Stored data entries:
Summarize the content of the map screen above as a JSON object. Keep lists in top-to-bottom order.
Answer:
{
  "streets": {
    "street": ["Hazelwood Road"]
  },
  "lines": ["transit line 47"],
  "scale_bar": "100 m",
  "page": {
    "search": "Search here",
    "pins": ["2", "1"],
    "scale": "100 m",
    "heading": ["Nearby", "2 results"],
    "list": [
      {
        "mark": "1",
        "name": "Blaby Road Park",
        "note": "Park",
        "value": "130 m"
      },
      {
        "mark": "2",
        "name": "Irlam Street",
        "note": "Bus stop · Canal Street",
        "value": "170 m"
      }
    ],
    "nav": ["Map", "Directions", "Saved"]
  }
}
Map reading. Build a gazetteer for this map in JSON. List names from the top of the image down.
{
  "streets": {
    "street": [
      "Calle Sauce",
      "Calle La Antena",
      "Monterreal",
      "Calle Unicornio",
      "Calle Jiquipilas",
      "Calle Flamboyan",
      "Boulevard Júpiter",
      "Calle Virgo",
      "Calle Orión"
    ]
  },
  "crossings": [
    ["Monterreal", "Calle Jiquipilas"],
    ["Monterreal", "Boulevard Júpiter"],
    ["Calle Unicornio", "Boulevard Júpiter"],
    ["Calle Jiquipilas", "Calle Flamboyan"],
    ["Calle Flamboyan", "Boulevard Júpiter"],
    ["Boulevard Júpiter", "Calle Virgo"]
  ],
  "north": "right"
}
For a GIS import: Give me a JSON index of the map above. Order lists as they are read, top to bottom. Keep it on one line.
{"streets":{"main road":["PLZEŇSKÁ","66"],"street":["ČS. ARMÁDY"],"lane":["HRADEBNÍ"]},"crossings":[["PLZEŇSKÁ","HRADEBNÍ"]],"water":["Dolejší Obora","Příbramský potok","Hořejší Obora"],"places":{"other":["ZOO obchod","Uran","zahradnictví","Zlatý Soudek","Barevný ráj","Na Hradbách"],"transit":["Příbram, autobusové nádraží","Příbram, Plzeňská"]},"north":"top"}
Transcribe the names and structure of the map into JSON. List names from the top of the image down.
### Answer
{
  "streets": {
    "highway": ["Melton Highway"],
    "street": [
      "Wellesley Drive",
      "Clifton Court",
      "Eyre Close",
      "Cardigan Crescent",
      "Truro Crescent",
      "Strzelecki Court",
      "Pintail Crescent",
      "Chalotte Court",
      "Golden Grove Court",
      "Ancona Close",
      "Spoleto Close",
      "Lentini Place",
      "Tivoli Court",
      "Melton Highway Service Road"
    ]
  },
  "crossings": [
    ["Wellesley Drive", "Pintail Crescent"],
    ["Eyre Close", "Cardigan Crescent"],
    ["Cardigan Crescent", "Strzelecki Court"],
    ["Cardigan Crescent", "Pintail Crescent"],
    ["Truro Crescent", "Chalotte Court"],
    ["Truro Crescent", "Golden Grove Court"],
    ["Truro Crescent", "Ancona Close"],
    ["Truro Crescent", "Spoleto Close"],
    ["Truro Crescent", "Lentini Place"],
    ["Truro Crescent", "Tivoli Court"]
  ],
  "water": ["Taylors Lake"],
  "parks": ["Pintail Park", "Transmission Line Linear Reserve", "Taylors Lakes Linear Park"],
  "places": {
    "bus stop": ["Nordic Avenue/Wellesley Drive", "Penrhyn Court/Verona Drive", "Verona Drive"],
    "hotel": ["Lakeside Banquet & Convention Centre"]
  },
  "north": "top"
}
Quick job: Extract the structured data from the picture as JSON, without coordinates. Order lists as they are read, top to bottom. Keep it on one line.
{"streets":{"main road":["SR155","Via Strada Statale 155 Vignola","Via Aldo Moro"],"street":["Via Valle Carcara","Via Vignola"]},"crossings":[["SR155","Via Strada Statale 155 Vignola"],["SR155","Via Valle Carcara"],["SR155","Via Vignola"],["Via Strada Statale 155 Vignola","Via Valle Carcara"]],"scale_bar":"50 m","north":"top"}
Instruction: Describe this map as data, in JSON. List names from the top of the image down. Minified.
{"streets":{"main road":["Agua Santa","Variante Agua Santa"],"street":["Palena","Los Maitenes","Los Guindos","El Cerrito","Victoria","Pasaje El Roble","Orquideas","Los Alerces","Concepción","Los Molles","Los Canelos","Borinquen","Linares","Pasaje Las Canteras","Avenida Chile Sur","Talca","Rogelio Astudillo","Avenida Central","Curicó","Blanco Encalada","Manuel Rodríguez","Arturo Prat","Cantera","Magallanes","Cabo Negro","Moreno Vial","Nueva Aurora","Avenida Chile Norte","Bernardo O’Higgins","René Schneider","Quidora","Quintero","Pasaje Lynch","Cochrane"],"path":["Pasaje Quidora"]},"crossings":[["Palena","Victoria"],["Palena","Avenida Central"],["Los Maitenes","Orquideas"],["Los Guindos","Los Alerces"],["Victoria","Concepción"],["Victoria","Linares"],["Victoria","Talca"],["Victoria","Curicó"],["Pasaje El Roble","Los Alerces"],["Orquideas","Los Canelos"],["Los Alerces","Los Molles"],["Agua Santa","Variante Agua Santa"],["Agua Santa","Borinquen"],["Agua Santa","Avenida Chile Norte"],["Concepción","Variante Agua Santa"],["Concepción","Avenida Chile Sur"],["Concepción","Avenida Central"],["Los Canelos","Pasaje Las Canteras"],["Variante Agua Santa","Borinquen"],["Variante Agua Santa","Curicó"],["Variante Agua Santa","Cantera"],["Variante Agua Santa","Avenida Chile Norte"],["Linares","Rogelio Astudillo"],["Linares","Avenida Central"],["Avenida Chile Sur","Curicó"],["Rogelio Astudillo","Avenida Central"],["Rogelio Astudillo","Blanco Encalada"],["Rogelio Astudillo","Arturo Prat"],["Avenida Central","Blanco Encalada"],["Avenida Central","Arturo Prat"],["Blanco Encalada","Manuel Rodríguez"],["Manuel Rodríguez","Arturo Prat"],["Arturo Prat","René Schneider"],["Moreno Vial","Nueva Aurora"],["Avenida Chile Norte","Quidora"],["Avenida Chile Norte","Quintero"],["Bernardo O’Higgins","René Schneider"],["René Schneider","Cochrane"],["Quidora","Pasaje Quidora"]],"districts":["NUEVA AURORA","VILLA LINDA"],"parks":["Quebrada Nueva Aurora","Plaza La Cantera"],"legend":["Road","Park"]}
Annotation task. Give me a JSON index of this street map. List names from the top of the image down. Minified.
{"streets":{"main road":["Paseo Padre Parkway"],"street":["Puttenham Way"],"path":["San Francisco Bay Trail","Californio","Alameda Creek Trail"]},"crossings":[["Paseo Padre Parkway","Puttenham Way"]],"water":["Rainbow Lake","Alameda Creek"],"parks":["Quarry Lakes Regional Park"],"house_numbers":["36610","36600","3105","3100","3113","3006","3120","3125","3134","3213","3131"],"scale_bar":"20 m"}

— What needs to be done —
Reproduce each line of the records in which "Unicornio" appears.

— Reply to the task —
      "Calle Unicornio",
    ["Calle Unicornio", "Boulevard Júpiter"],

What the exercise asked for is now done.